The origin of the mineral collection is the work of a professor of medicine from Strasbourg, Johann Hermann, who had set up a cabinet of curiosities in the 18th century. The museum is home to over 30,000 mineral samples. Gems and stones from France, Germany, the former Soviet Union (most notably Russia), Romania and USA are exhibited. The collections include a cast of the largest single piece of gold ever found (a 68 kg lump of gold, found in Australia). Also of special interest is the "box with fluorescent stones", with minerals illuminated by ultra-violet rays.

== Collection of meteorites ==
The museum keeps a remarkable collection of 450 samples of meteorites. It is the second largest collection in France after that of the National Museum of Natural History in Paris.

Most of the meteorites were acquired around 1900 by the Imperial University. The main founders of this original collection were professors of international reputation: Paul Groth, mineralogist, and Émile Cohen, petrographer. After their departure, it was actively pursued by Wilhelm Brühns and Hugo Bücking (de), mineralogists. We owe especially to Émile Cohen the constitution of a collection of plaster models after originals of which there are still 44 samples. It is the only collection of this type in France.
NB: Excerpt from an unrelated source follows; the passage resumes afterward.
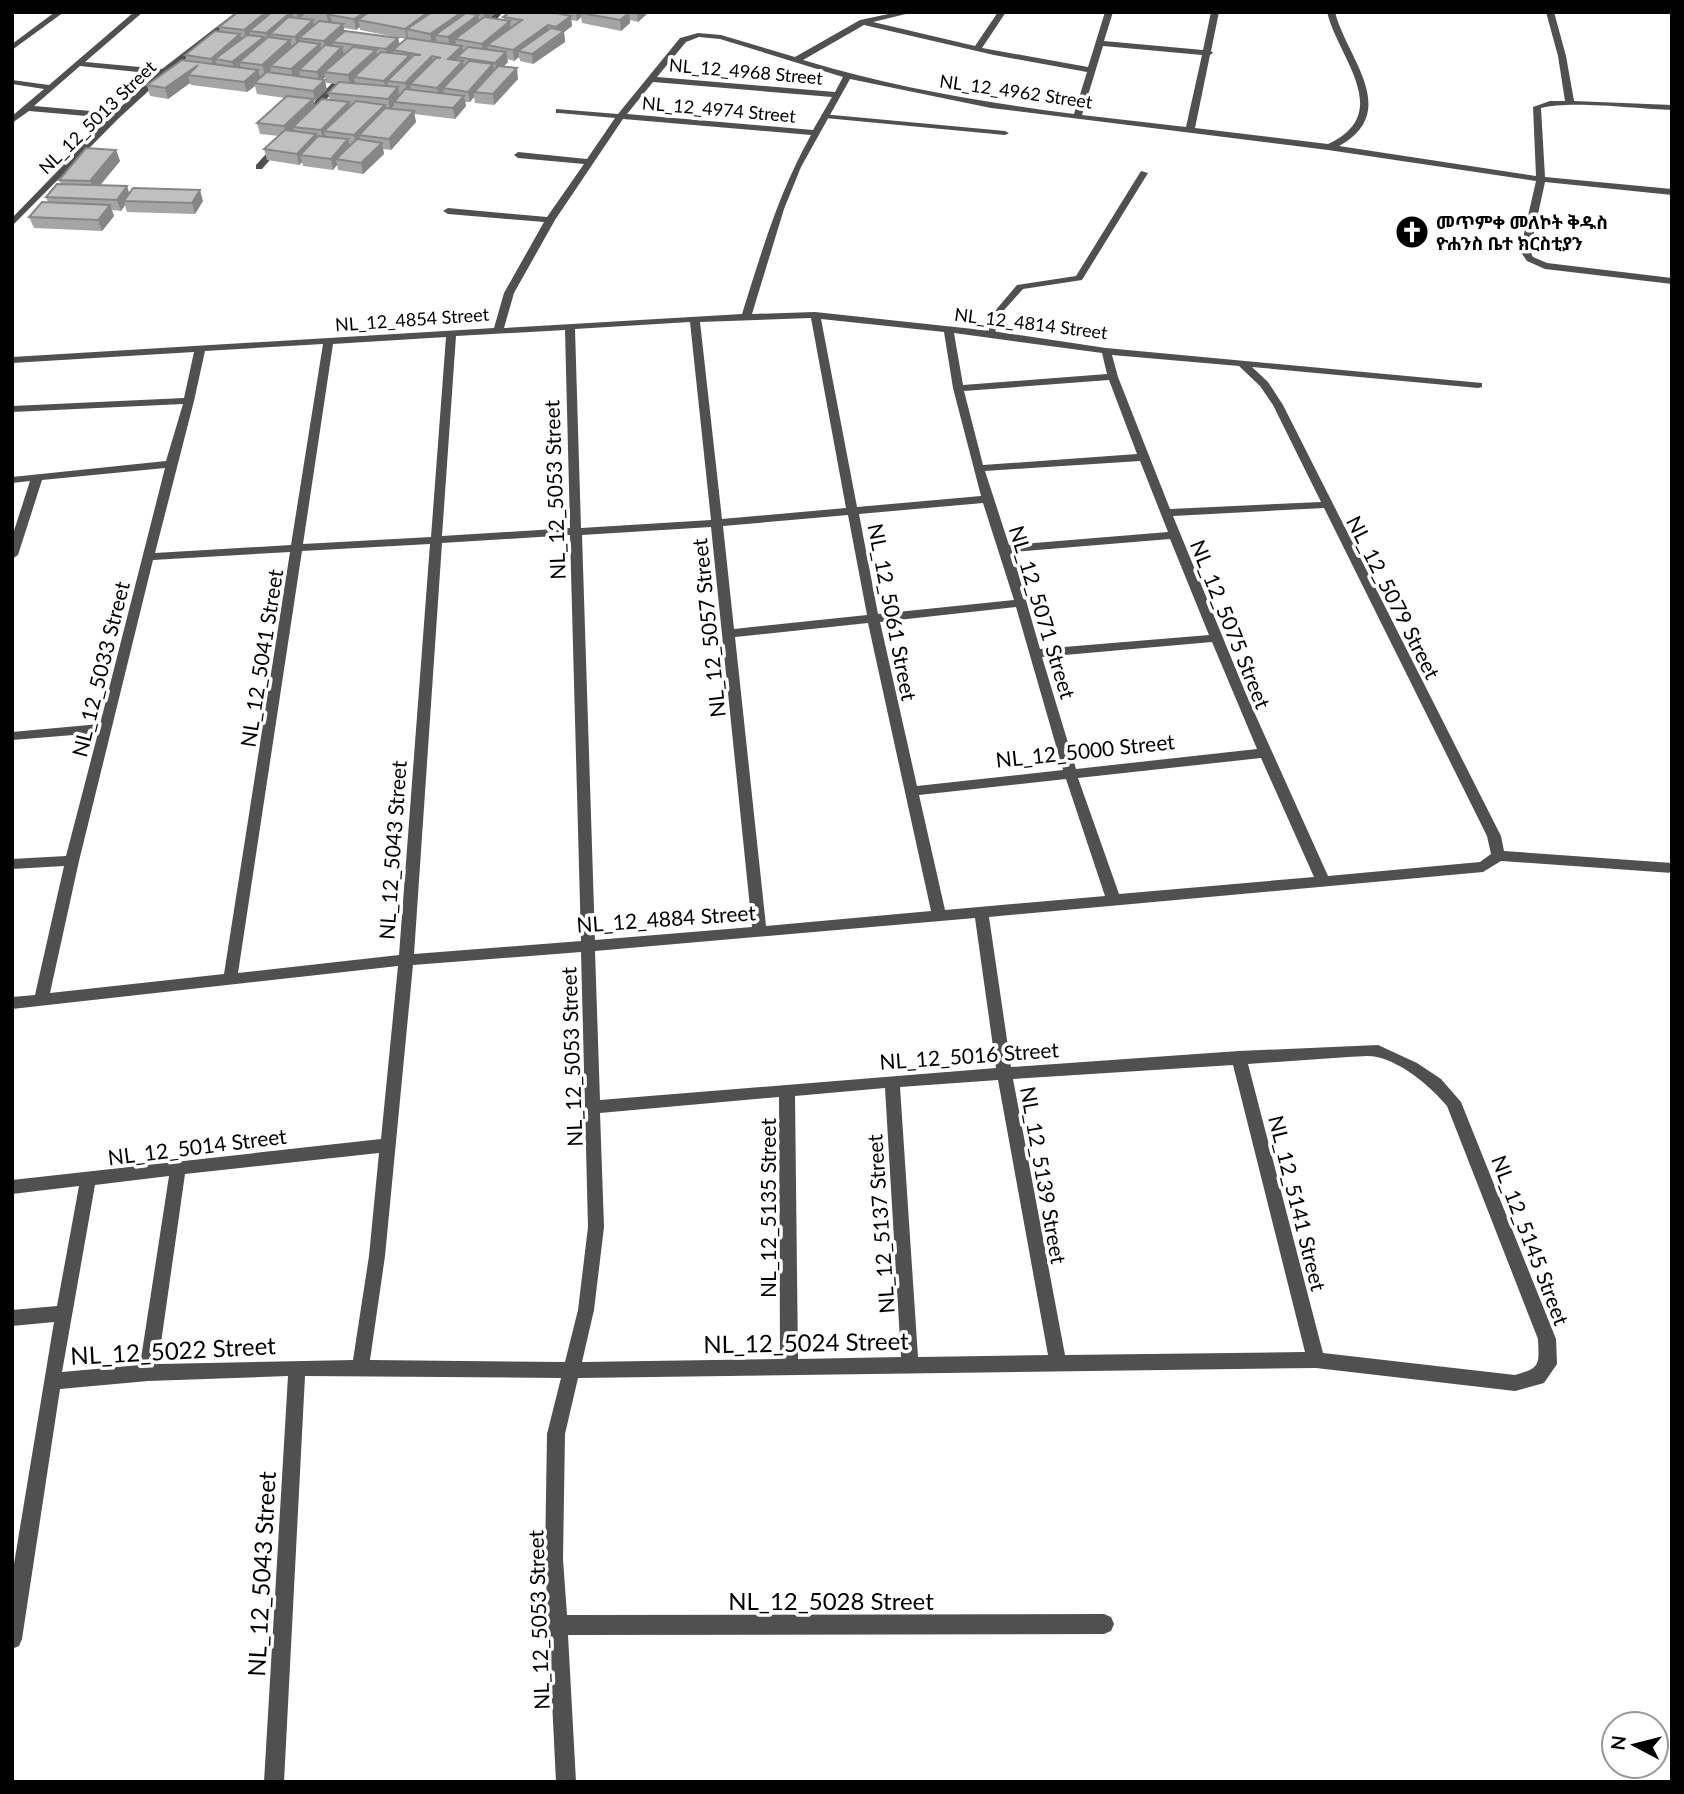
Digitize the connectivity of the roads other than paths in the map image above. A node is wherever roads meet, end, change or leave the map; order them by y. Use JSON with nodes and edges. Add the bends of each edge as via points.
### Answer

Although it has hardly changed since 1918, the collection is represented by the different varieties of meteorites identified to date, including a fragment of the oldest, which fell in Europe around 1400.

It has been classified according to the classification of Wasson.

== Collection of scientific instruments ==
X-ray generators, one of the oldest electron diffractors built in France after 1950, cathode ray tubes from Crookes, Coolidge, Hadding, X-ray emission devices created in the former mineralogy laboratory, old crystallographic instruments (polarizing and converging light microscopes, Wollaston and Groth goniometers, theodolite, reflection) constitute a remarkable batch of scientific apparatus from the 19th and 20th centuries.

== Educational collections ==
Crystallographic models in glass and cardboard, wood and colored wire, as well as pastels formerly intended for teaching occupy several showcases. They constitute a valuable collection of European quality.